BUKKY'S POV
Pain was the first thing I felt, not sharp not sudden, just heavy - like my body had been carrying something it could no longer hold alone.
My eyelids fluttered.
Voices hovered around me, distant, blurred, as if I was underwater. Then slowly, painfully, the world began to come into focus.
White ceiling.
Soft beeping.
The smell of antiseptic.
Hospital.
I tried to move, but my body protested.
"Bukky…" a voice said.
That voice.
My eyes shifted instinctively toward it.
Akanni.
He was standing beside my bed, closer than anyone else, his face tight with restraint, eyes dark and fixed on me as if looking away would break something fragile between us. For a second, I thought I was imagining him.
I blinked.
He was still there.
"Akanni?" My voice came out weak, cracked.
Relief hit his face so fast he couldn't hide it. He leaned forward immediately, his hand hovering near mine, unsure if he should touch me.
"You're awake," he said softly. "You're safe."
Safe.
The word unlocked something inside me.
Tears welled up without warning, sliding down the sides of my face. My chest tightened as memories rushed back—anger, shouting, fear, pain.
"I…" I tried to speak, but my throat closed.
"I'm here," Akanni said quickly. "Don't talk yet. Just breathe."
His voice grounded me. Only then did I notice the room wasn't empty.
My parents stood a little behind him—my mother crying quietly, my father's expression unreadable. And then, farther away, almost pressed against the wall like he didn't deserve space, Demi.
He looked nothing like the man I married. His eyes were swollen and red, his shoulders slumped, his hands shaking as though they no longer belonged to him. When our eyes met, he broke.
He fell to his knees beside the bed.
"I'm sorry," he sobbed openly. "Bukky, I'm so sorry. I didn't know what came over me. I swear I didn't mean it—please—"
My body stiffened instinctively.
Akanni straightened immediately.
"That's enough," he said, his voice low but final.
Demi looked up at him, desperation written all over his face.
"She's pregnant," Akanni continued calmly. "Eight weeks."
The words landed like thunder.
Pregnant?
My hand moved to my stomach without thinking.
"You beat your wife," Akanni said, each word controlled, deliberate, "while she was carrying your child."
A sound escaped Demi's throat—half sob, half ashamed. He crawled closer, reaching for me, his hands trembling.
"No… no, Bukky, please," he cried. "I didn't know. I would never—"
"Don't touch her," my father said sharply.
Demi collapsed fully then, his forehead hitting the floor as he cried—loud, broken, humiliating sobs.
"I ruined everything," he kept repeating. "I lost… I lost everything."

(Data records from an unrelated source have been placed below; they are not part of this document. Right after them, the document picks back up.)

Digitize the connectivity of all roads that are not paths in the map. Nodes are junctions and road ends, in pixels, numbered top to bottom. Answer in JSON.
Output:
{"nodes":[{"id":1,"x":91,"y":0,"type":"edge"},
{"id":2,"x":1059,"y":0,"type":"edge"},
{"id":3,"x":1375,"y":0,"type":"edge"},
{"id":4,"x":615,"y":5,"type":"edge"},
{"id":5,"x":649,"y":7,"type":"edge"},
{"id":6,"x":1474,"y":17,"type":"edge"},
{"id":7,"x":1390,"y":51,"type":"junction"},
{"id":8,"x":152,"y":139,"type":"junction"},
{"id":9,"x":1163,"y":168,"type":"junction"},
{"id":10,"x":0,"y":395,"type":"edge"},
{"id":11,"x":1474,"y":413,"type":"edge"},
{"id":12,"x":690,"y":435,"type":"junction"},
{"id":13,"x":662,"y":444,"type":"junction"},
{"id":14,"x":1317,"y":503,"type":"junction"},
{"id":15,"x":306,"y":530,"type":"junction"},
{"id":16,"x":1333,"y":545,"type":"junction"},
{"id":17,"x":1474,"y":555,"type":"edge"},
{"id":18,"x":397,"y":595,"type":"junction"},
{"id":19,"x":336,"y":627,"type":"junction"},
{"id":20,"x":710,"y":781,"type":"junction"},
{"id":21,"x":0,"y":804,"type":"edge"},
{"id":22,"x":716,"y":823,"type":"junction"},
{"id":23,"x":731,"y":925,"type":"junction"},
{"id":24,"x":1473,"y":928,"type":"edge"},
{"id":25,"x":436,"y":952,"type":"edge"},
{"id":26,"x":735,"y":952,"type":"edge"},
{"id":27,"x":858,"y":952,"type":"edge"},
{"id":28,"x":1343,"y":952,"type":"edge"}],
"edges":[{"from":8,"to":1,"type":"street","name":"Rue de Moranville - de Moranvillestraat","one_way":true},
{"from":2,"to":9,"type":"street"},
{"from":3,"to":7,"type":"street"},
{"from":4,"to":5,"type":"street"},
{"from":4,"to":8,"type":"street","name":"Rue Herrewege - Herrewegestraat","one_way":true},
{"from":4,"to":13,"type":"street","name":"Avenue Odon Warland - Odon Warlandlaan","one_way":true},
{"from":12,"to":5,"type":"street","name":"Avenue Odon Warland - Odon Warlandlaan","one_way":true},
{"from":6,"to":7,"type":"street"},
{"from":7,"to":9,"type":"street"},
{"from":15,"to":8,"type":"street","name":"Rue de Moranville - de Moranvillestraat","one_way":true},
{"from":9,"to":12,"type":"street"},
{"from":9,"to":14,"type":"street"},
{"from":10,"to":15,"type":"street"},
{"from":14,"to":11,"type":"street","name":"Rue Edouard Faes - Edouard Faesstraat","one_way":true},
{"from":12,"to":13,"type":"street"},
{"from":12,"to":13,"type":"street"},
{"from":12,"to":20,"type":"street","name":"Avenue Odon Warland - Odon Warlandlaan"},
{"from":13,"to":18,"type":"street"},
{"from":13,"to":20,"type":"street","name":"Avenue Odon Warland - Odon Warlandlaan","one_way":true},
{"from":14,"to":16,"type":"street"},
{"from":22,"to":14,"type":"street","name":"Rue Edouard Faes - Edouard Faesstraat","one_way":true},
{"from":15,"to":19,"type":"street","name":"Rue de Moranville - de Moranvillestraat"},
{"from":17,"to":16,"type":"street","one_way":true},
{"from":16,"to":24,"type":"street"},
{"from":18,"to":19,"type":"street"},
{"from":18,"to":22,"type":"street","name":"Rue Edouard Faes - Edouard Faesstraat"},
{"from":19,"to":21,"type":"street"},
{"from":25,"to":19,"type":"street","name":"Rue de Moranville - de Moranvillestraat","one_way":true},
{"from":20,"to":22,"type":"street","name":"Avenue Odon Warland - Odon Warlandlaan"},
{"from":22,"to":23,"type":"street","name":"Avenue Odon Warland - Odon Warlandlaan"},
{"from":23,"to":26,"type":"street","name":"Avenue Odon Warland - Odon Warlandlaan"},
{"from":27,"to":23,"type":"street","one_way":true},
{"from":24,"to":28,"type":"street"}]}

I watched him from my bed, tears still on my cheeks—but something had shifted inside me. The fear was gone, I turned my head slowly back toward Akanni. He was already looking at me, and in that moment—seeing him there, steady, protective, unshaken—I understood something painful and undeniable:
Some people show you who they are when things are easy. Others reveal themselves when everything falls apart. My fingers moved weakly, nkanni noticed immediately and gently took my hand. I held on.